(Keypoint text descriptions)
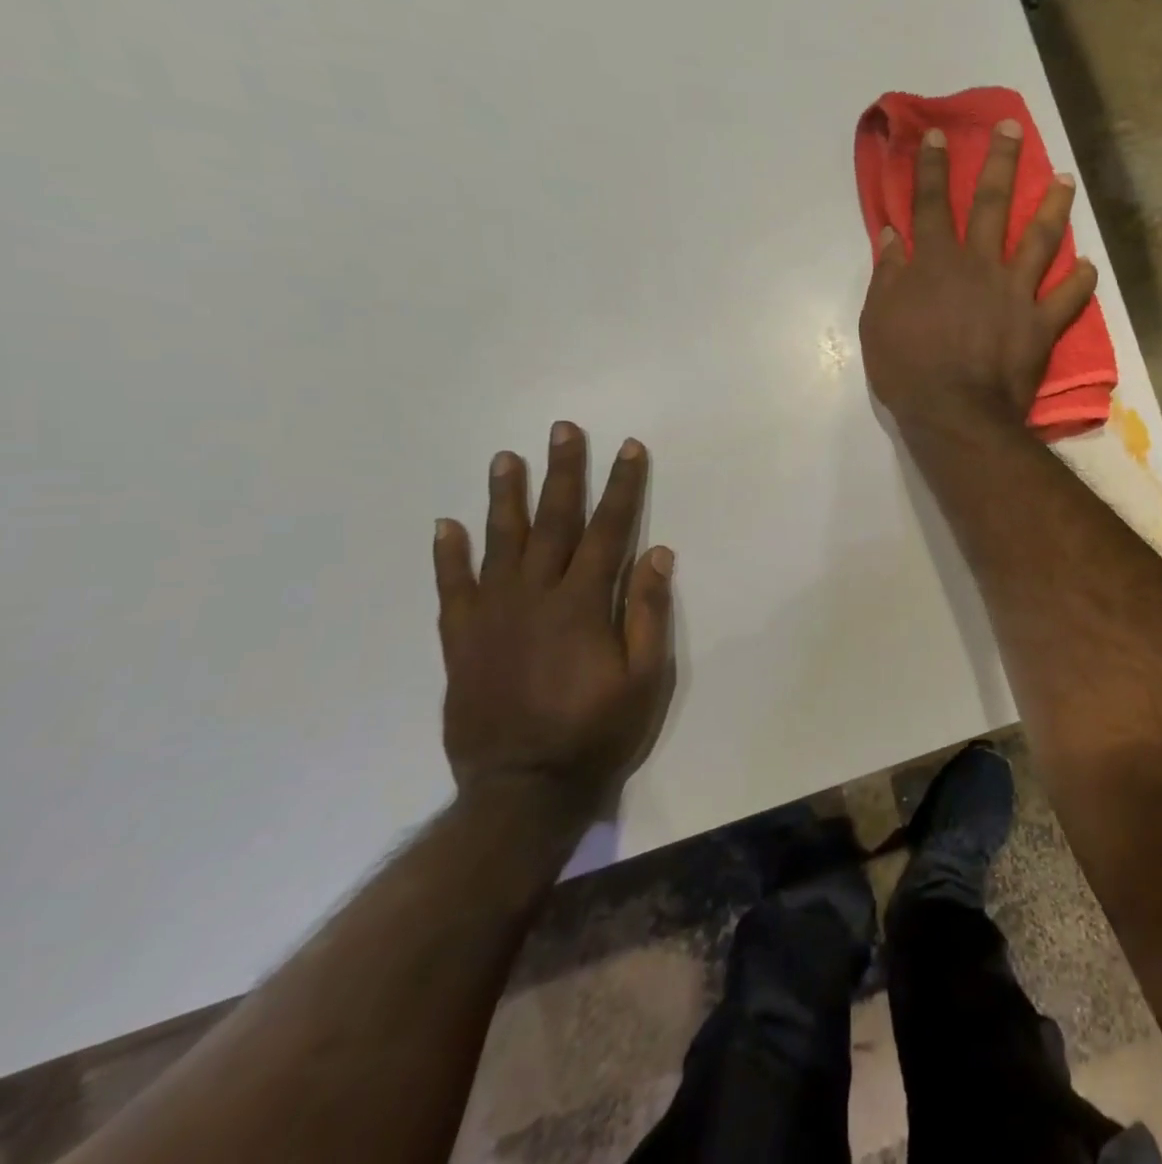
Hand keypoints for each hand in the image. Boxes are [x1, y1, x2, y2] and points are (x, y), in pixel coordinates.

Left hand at [433, 422, 673, 820]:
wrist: (522, 790)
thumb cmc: (597, 732)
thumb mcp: (645, 678)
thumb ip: (646, 612)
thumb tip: (656, 552)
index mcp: (582, 603)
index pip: (609, 529)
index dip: (622, 486)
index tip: (629, 448)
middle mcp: (534, 597)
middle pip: (553, 522)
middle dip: (563, 473)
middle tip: (562, 430)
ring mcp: (491, 616)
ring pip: (498, 543)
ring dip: (505, 497)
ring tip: (506, 458)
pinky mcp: (461, 641)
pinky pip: (451, 588)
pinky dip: (448, 555)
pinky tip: (447, 525)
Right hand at [859, 121, 1096, 435]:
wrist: (956, 413)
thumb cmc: (908, 370)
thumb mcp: (878, 321)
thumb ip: (887, 275)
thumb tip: (891, 235)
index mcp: (936, 262)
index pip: (931, 204)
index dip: (931, 167)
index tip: (937, 135)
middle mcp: (980, 265)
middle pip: (991, 204)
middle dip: (1001, 161)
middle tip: (1013, 128)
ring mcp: (1016, 292)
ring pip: (1040, 238)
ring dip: (1054, 206)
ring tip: (1066, 180)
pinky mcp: (1041, 323)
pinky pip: (1068, 298)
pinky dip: (1081, 281)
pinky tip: (1089, 265)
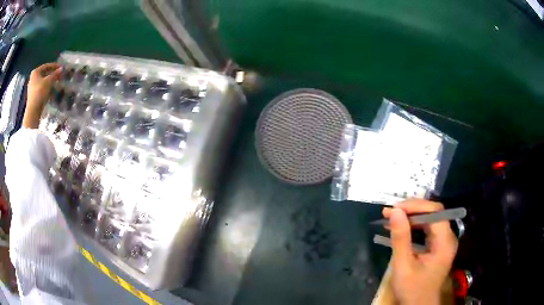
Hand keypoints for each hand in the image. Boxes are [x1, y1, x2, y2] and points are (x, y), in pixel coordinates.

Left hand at [23, 63, 61, 128]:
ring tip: (56, 83)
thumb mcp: (49, 81)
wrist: (33, 111)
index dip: (54, 66)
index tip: (61, 67)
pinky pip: (40, 88)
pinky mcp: (32, 96)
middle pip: (44, 74)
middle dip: (52, 75)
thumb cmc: (40, 92)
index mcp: (35, 72)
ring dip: (49, 82)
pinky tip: (50, 90)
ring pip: (42, 82)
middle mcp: (32, 78)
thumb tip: (62, 68)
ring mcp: (31, 88)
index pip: (47, 66)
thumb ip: (55, 74)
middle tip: (59, 75)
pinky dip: (46, 88)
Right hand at [383, 200, 457, 304]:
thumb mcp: (403, 266)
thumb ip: (401, 238)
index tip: (394, 209)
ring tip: (391, 218)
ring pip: (429, 220)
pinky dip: (413, 227)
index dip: (415, 206)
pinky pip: (427, 230)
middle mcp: (448, 237)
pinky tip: (400, 228)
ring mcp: (443, 242)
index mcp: (445, 242)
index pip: (435, 212)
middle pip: (433, 214)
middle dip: (411, 211)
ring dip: (410, 217)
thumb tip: (395, 211)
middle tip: (389, 213)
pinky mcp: (437, 247)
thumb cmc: (412, 289)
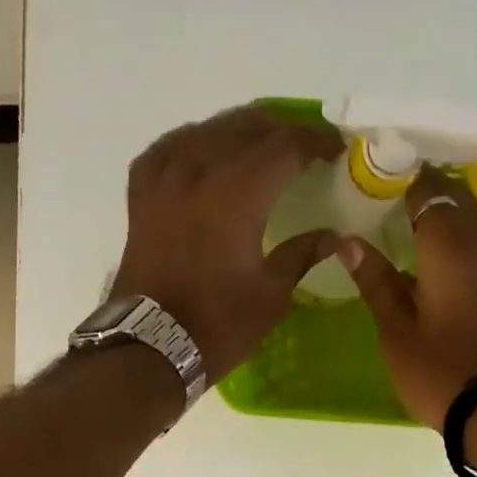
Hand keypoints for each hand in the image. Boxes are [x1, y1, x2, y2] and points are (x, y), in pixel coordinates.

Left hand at [111, 105, 345, 380]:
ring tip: (256, 145)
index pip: (286, 145)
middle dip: (280, 130)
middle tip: (302, 145)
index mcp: (239, 193)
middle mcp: (199, 172)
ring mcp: (164, 182)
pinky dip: (188, 145)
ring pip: (204, 132)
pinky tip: (198, 154)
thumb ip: (302, 256)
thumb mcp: (271, 296)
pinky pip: (165, 152)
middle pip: (245, 128)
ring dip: (236, 132)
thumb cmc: (217, 326)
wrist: (151, 348)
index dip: (316, 140)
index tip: (335, 150)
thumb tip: (336, 237)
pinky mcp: (141, 199)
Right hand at [343, 169, 476, 428]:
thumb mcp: (395, 329)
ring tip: (403, 227)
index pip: (429, 189)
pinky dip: (454, 244)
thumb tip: (349, 242)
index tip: (377, 174)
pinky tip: (429, 263)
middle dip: (425, 192)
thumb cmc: (438, 368)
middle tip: (387, 199)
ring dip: (441, 218)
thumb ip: (375, 281)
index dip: (404, 176)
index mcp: (449, 246)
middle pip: (456, 199)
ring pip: (471, 224)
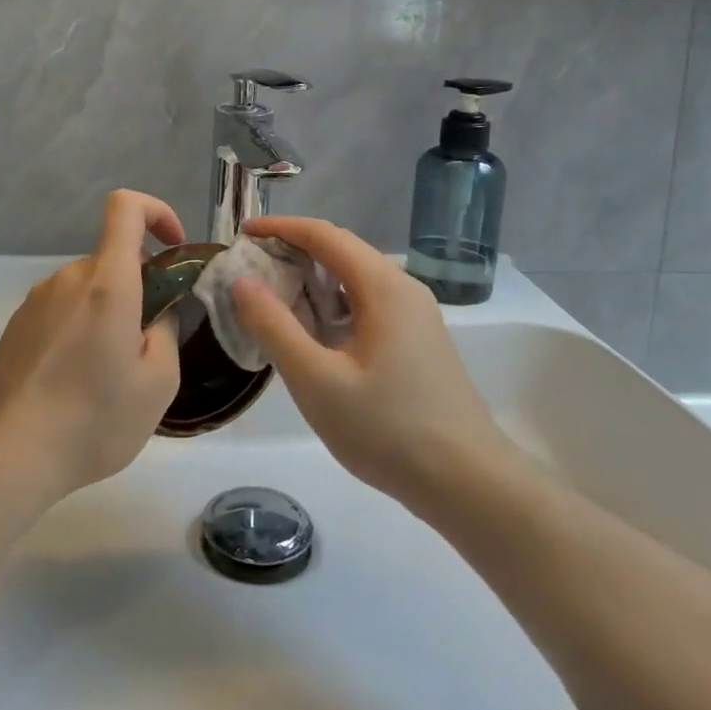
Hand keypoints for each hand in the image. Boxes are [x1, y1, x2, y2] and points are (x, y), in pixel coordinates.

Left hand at [0, 190, 183, 501]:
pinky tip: (74, 381)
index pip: (126, 207)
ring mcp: (36, 300)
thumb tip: (157, 313)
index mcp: (107, 282)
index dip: (156, 212)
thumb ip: (166, 332)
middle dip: (137, 289)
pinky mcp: (17, 325)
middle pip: (112, 259)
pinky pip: (61, 310)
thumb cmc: (94, 419)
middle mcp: (68, 278)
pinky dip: (79, 329)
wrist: (9, 455)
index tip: (172, 248)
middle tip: (145, 346)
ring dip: (107, 314)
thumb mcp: (158, 383)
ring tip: (108, 374)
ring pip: (87, 289)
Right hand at [233, 218, 510, 508]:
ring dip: (314, 278)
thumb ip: (275, 327)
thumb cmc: (388, 429)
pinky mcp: (420, 340)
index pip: (324, 235)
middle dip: (295, 250)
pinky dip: (334, 303)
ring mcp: (416, 315)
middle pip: (342, 251)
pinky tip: (316, 333)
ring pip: (356, 279)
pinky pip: (369, 303)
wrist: (468, 482)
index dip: (281, 228)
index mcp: (382, 287)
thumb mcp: (317, 381)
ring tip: (275, 298)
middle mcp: (403, 288)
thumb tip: (242, 282)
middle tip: (252, 268)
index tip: (243, 233)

**TO DO**
In the entries above, tally the lines that hold the string "Left" and give only the count.

**YOUR RESPONSE**
4